CRISP-PTG-Assembler Ver. 1.0: a primer design tool for polycistronic tRNA-gRNA (PTG) assembly for Cas9-based multiplex genome editing in plants
摘要
Multiplex genome editing using the CRISPR/Cas9 system allows simultaneous modifications at several genomic sites, offering great potential for crop improvement. Among various approaches, the polycistronic tRNA-gRNA (PTG) system is widely adopted due to its use of the host’s native tRNA processing machinery, enabling the generation of multiple sgRNAs from a single transcript without the need for expressing any foreign RNA processing enzymes or ribozymes.

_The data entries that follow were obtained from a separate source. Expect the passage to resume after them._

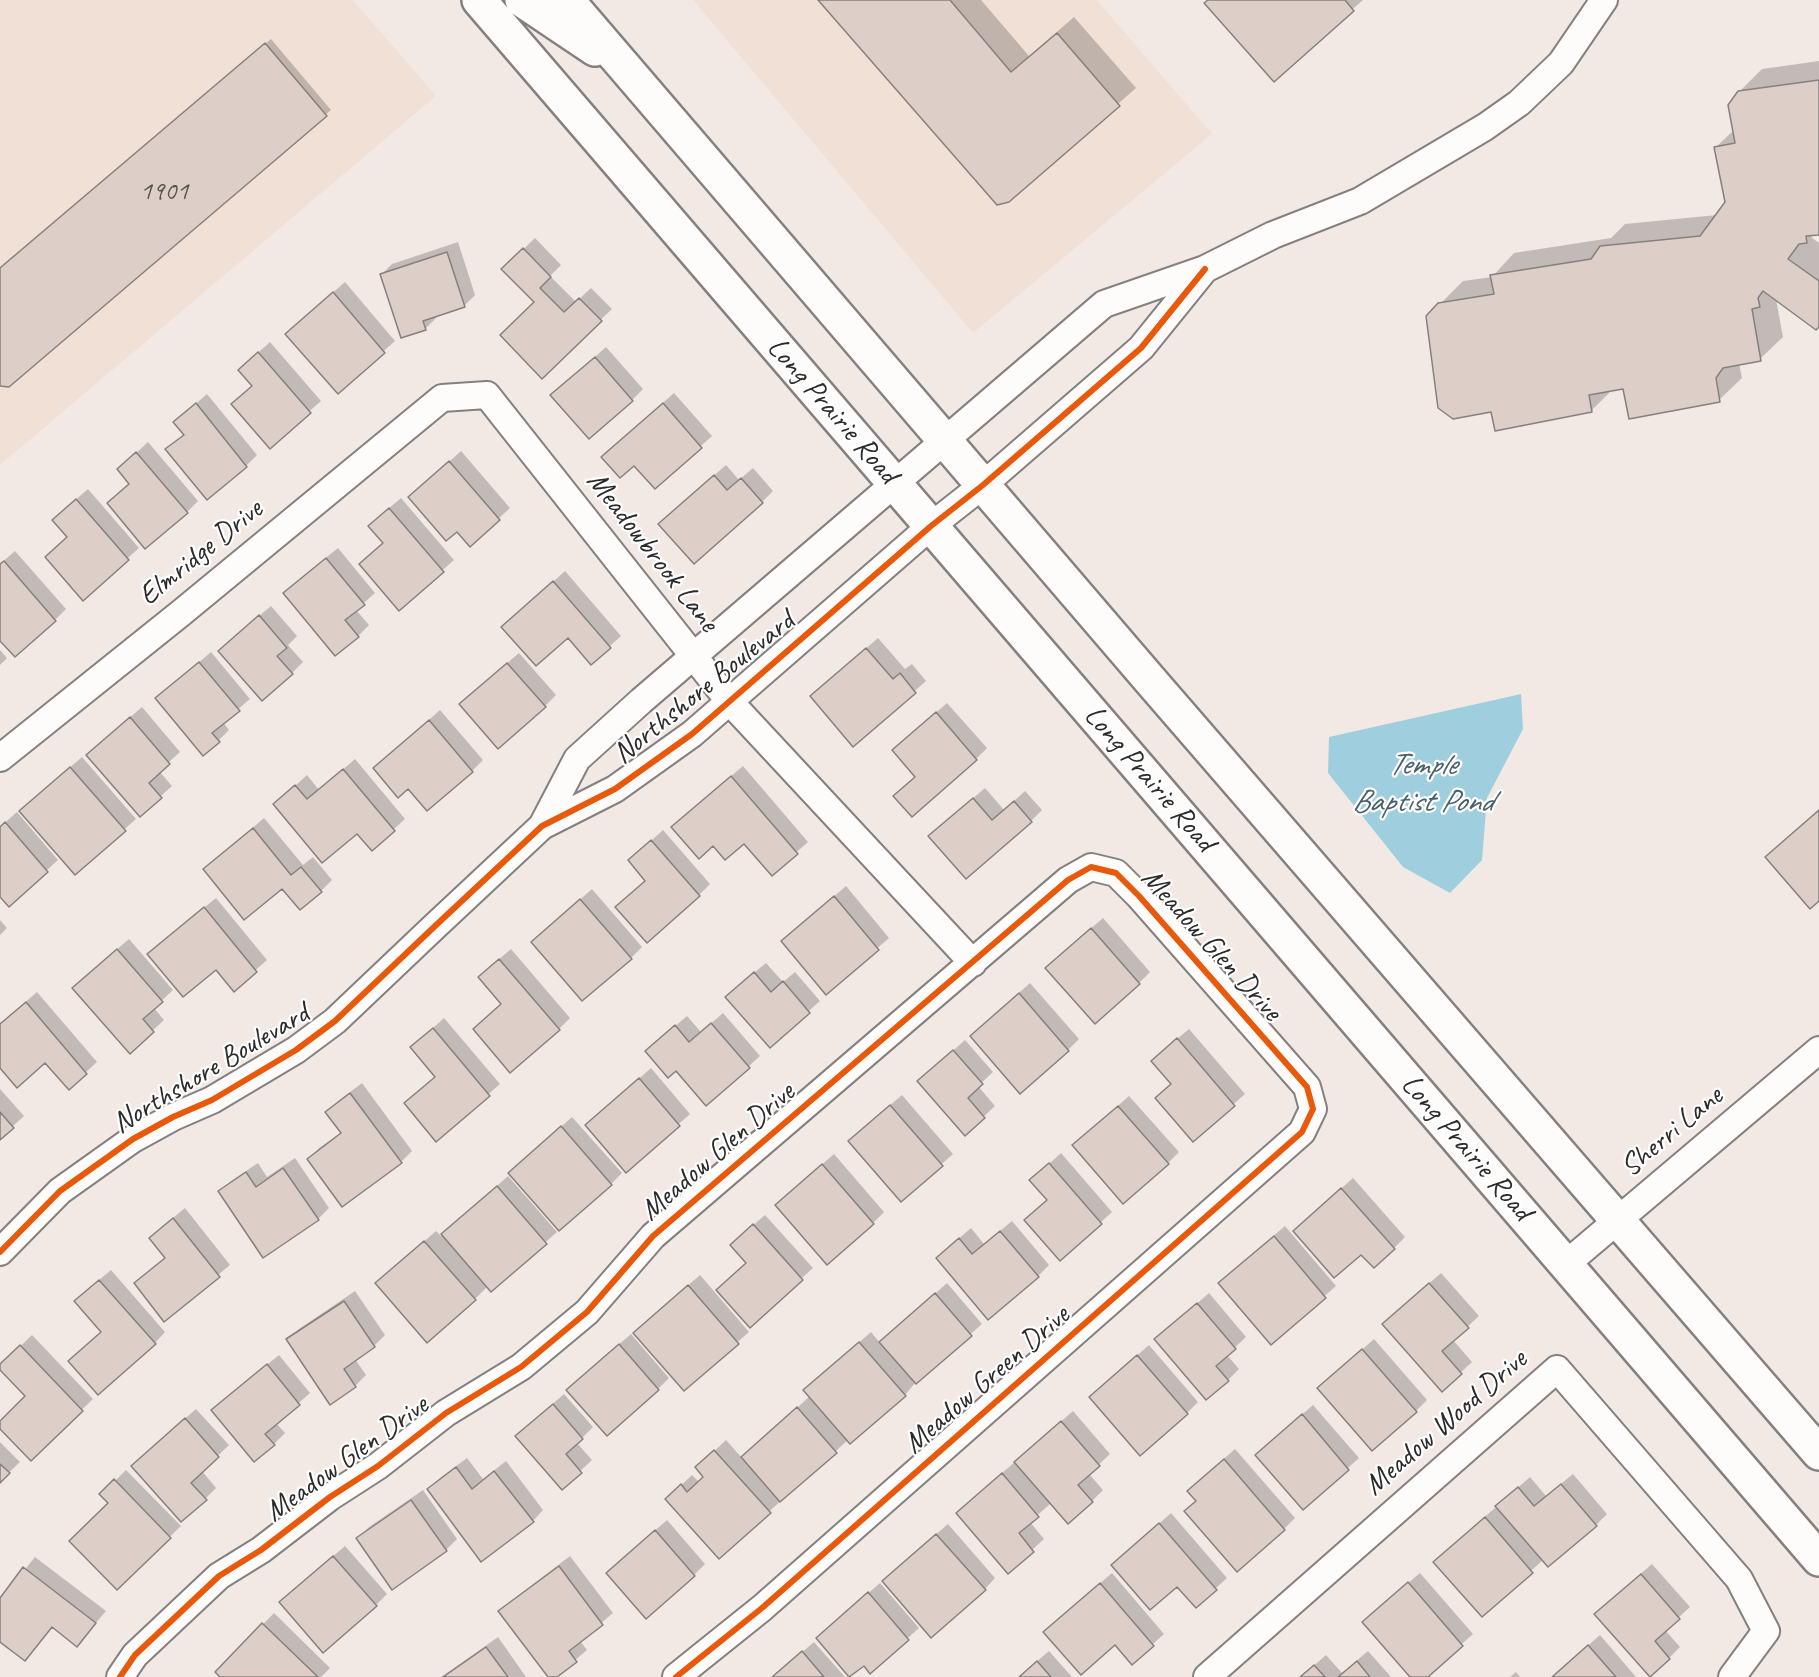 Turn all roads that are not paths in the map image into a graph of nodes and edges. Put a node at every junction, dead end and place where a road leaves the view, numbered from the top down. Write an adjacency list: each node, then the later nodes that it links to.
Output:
1 (478, 0): 9 (main road, Long Prairie Road)
2 (522, 0): 5 (main road)
3 (567, 0): 5 (main road)
4 (1604, 0): 6 (street, Northshore Boulevard)
5 (629, 72): 8 (main road)
6 (1205, 269): 8 (street, Northshore Boulevard); 10 (street, Northshore Boulevard)
7 (442, 398): 12 (street, Meadowbrook Lane); 14 (street, Elmridge Drive)
8 (945, 440): 9 (street, Northshore Boulevard); 10 (main road)
9 (895, 484): 11 (main road, Long Prairie Road); 12 (street, Northshore Boulevard)
10 (983, 484): 11 (street, Northshore Boulevard); 19 (main road)
11 (931, 526): 13 (street, Northshore Boulevard); 21 (main road, Long Prairie Road)
12 (693, 657): 13 (street, Meadowbrook Lane); 15 (street, Northshore Boulevard)
13 (729, 701): 15 (street, Northshore Boulevard); 16 (street, Meadowbrook Lane)
14 (0, 758)
15 (542, 826): 20 (street, Northshore Boulevard)
16 (973, 963): 18 (street, Meadow Glen Drive); 24 (street, Meadow Glen Drive)
17 (1819, 1050): 19 (street, Sherri Lane)
18 (1311, 1105): 25 (street, Meadow Green Drive)
19 (1617, 1220): 21 (street, Sherri Lane); 22 (main road)
20 (0, 1252)
21 (1566, 1264): 23 (main road, Long Prairie Road)
22 (1819, 1453)
23 (1819, 1559)
24 (120, 1677)
25 (676, 1677)
26 (1207, 1677): 27 (street, Meadow Wood Drive)
27 (1732, 1677) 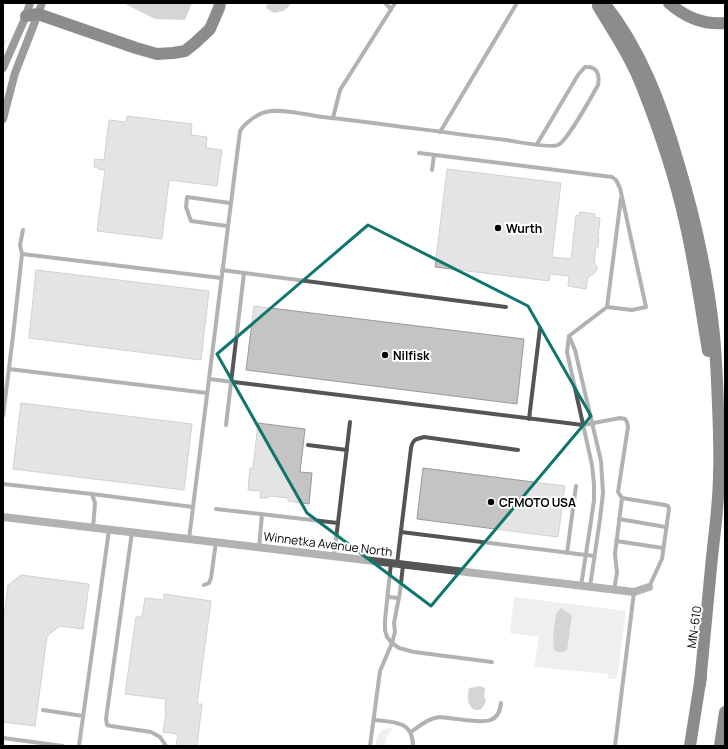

However, designing the complete set of primers suitable for performing in vitro PTG assembly is complex and needs expertise, as a single mistake can lead to complete failure of the assembly process or subsequent editing. To overcome this challenge, we developed CRISP-PTG-Assembler Ver. 1.0, a user-friendly tool that takes only (i) 20-nucleotide sgRNA spacers and (ii) 4-nucleotide joiners as inputs; and produces colour-coded outputs in forms of (i) Primer-set required for complete PTG assembly, (ii) Primary PCR Amplicons, (iii) Overlap-Extension PCR Amplicons and (iv) Expected PTG assembly, for easy interpretation and construct making. Our novel assembly approach provides flexibility in sticky-end choice during golden gate ligation and ensures the fidelity of component sgRNAs in the PTG assembly by buffering against ligation errors (~ 1.5–40%) that may occur during the Golden Gate assembly process, thereby safeguarding the functionality of the in vivo–generated individual sgRNA molecules. We validated its effectiveness by editing two loci of the matrix metalloproteinase 1 gene in rice and demonstrated its applicability across various plant systems. With an intuitive interface and robust features, CRISP-PTG-Assembler empowers researchers of all levels to effectively implement PTG-based multiplex genome editing in plants.